TASK REQUIREMENTS -> A faithful copy of all the data is required; pictures should not be included.

INPUT MATERIAL ->
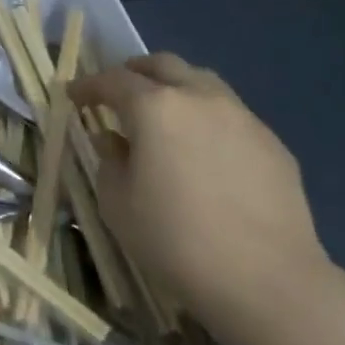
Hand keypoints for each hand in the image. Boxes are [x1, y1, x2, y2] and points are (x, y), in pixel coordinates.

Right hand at [69, 53, 330, 339]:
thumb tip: (114, 141)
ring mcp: (242, 117)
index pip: (114, 81)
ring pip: (202, 82)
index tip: (73, 95)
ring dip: (175, 88)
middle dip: (135, 72)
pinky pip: (230, 115)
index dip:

SOLUTION TO THIS EXERCISE ->
Hand keypoints for each hand in the image. Boxes are [x1, y1, x2, y2] and points are (x, y), in pixel coordinates.

Right hand at [69, 53, 330, 339]:
thumb tip: (114, 141)
ring mcp: (242, 117)
index pip: (114, 81)
ring pip: (202, 82)
index tip: (73, 95)
ring dip: (175, 88)
middle dip: (135, 72)
pinky pip: (230, 115)
index dip:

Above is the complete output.